Dans l’immense majorité des pratiques d’enseignement, les enseignants accompagnent les
élèves. On est rarement sur des pratiques qui sont complètement de la découverte libre sans
aucun accompagnement de l’enseignant.
Cependant, si on veut dire que quelque chose est plus efficace, il faudrait le comparer aux
pratiques qui sont réellement en cours dans les établissements d’enseignement.
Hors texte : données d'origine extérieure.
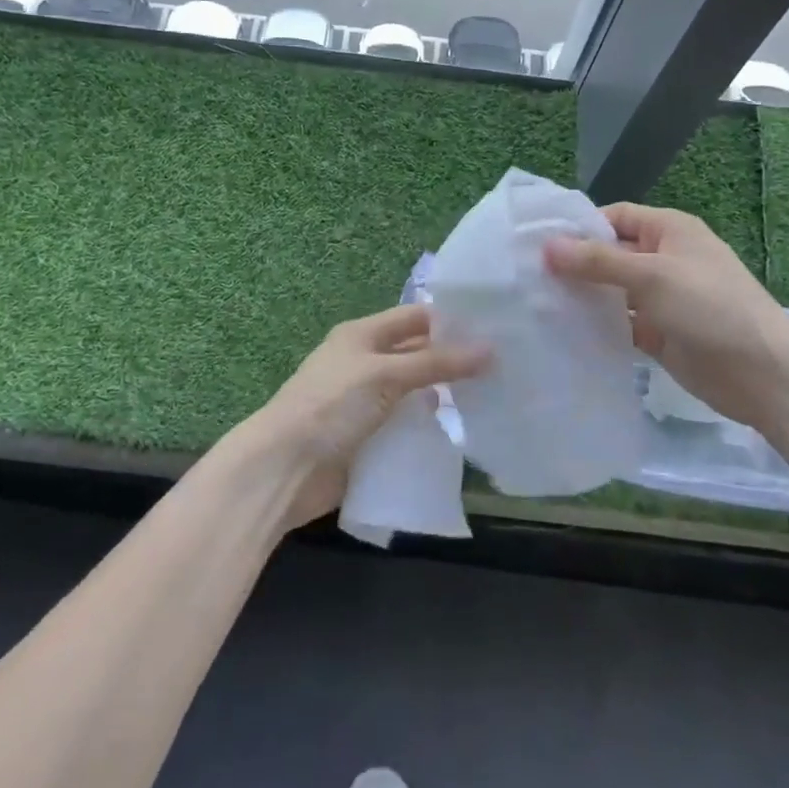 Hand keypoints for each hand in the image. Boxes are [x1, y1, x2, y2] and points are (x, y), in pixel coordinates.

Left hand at [241, 304, 489, 528]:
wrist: (284, 469)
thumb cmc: (331, 406)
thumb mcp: (385, 375)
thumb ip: (436, 363)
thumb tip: (490, 349)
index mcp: (361, 336)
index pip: (414, 318)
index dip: (450, 321)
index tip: (495, 328)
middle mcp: (364, 364)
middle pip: (416, 355)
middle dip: (452, 361)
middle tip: (504, 368)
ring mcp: (365, 404)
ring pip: (413, 394)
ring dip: (443, 397)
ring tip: (492, 400)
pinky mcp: (367, 439)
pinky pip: (405, 428)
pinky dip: (428, 429)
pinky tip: (459, 434)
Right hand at [543, 203, 788, 427]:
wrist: (764, 376)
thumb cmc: (711, 308)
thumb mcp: (652, 276)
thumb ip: (598, 261)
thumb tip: (547, 246)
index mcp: (669, 231)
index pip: (615, 216)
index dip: (580, 227)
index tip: (538, 242)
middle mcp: (663, 259)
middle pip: (610, 253)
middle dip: (574, 263)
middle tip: (527, 276)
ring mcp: (661, 298)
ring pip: (611, 290)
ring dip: (583, 296)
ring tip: (536, 303)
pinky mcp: (658, 333)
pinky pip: (619, 322)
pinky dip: (596, 325)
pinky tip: (563, 331) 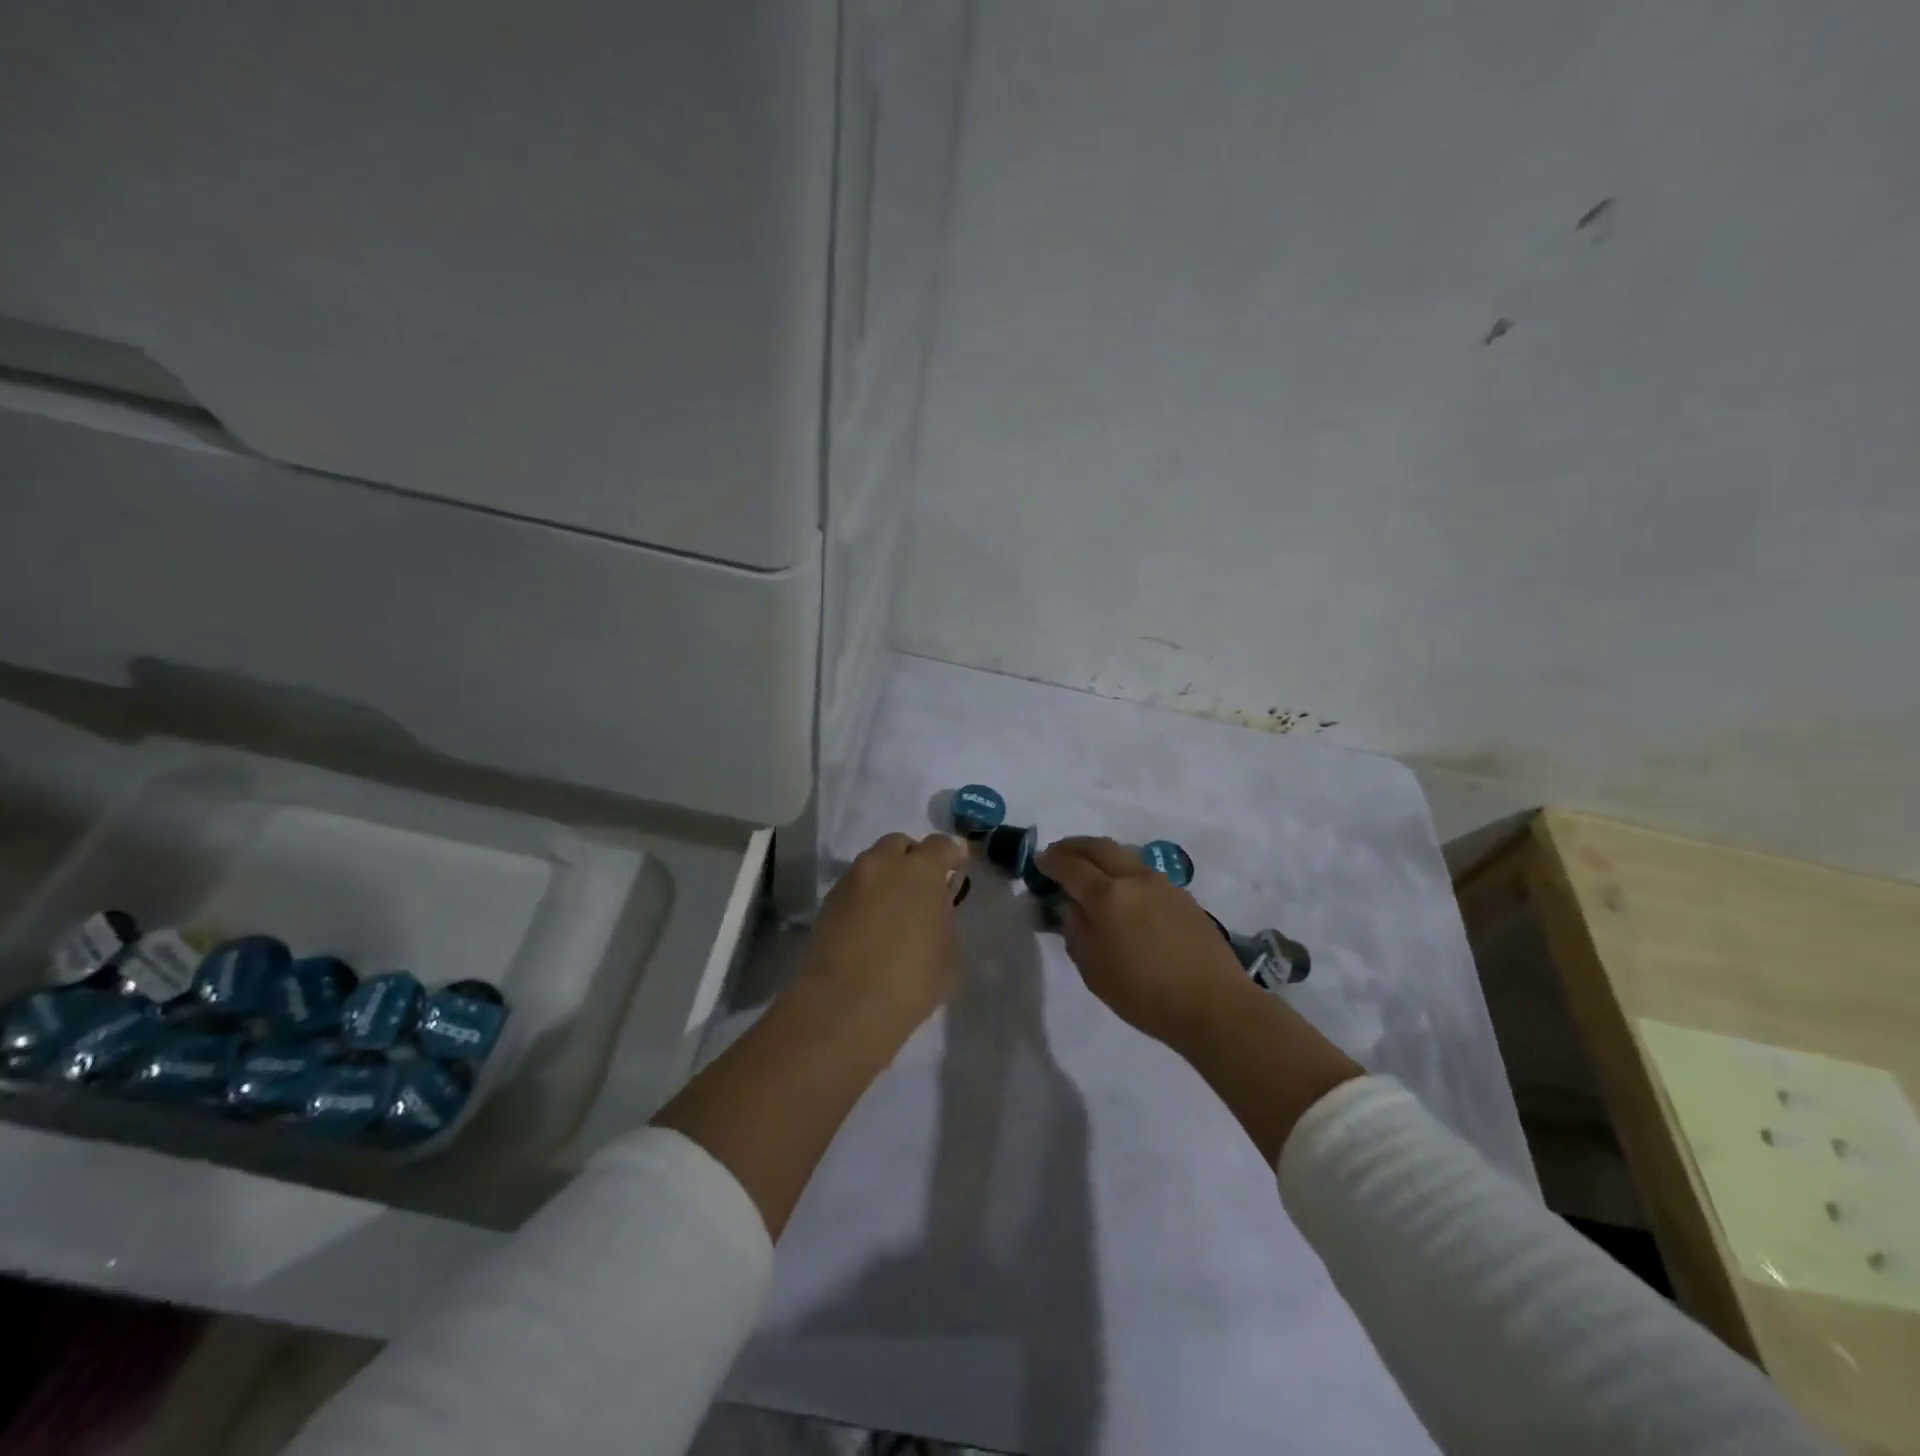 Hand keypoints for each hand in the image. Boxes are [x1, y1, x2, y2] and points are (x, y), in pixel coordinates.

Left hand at [799, 832, 969, 1034]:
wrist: (844, 1006)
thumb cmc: (911, 981)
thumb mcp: (948, 953)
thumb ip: (944, 917)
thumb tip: (934, 908)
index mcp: (921, 871)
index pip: (941, 845)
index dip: (952, 854)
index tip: (956, 866)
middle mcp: (883, 864)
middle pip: (900, 845)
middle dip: (912, 858)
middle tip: (920, 887)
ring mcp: (851, 881)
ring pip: (873, 864)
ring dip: (886, 876)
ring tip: (892, 908)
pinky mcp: (827, 903)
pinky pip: (853, 887)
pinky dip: (865, 896)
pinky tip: (870, 924)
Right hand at [1037, 836, 1249, 1044]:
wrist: (1212, 1003)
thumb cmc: (1143, 993)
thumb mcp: (1093, 969)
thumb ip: (1075, 930)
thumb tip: (1070, 905)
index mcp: (1106, 895)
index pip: (1070, 866)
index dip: (1050, 861)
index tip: (1038, 860)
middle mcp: (1133, 878)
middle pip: (1098, 847)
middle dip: (1074, 846)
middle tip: (1058, 853)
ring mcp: (1161, 883)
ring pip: (1123, 854)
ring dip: (1100, 854)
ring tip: (1089, 868)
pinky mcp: (1182, 895)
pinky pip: (1143, 870)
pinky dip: (1123, 869)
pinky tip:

Donc, ce texte
dit que l’instruction directe par modelage est plus efficace que la découverte libre mais pas
forcément que la découverte accompagnée.
o Méta-analyses de Alfieri, Brokks, Aldrich, Tenebaum (2011) :
▪ Plus efficace qu’une pédagogie de la découverte (unassisted discovery)…
▪ … mais moins efficace qu’une pédagogie de la découverte accompagnée ?
➔ Importance de ne pas opposer superficiellement engagement des élèves et
accompagnement de l’enseignant.
➔ Donc, d’une part quand quelqu’un affirme que quelque chose est efficace, c’est
important de se demander plus efficace que quoi ? est-ce que l’on a bien testé
toutes les alternatives ?
➔ C’est essentiel de ne pas superficiellement identifier la question de l’engagement
des élèves, le fait de proposer des activités problématisées et le fait que
l’enseignant se mette sur le côté et ne fasse rien. Ce n’est pas parce que l’on
propose des problèmes qui supposent un engagement et une recherche que cela
veut dire que l’enseignant est inactif et laisse complètement faire. Ce sont des
écueils d’associer les théories constructivistes/socio- constructivistes avec l’idée
de dire que ce sont des pédagogies dans lesquelles l’enseignant ne guide pas.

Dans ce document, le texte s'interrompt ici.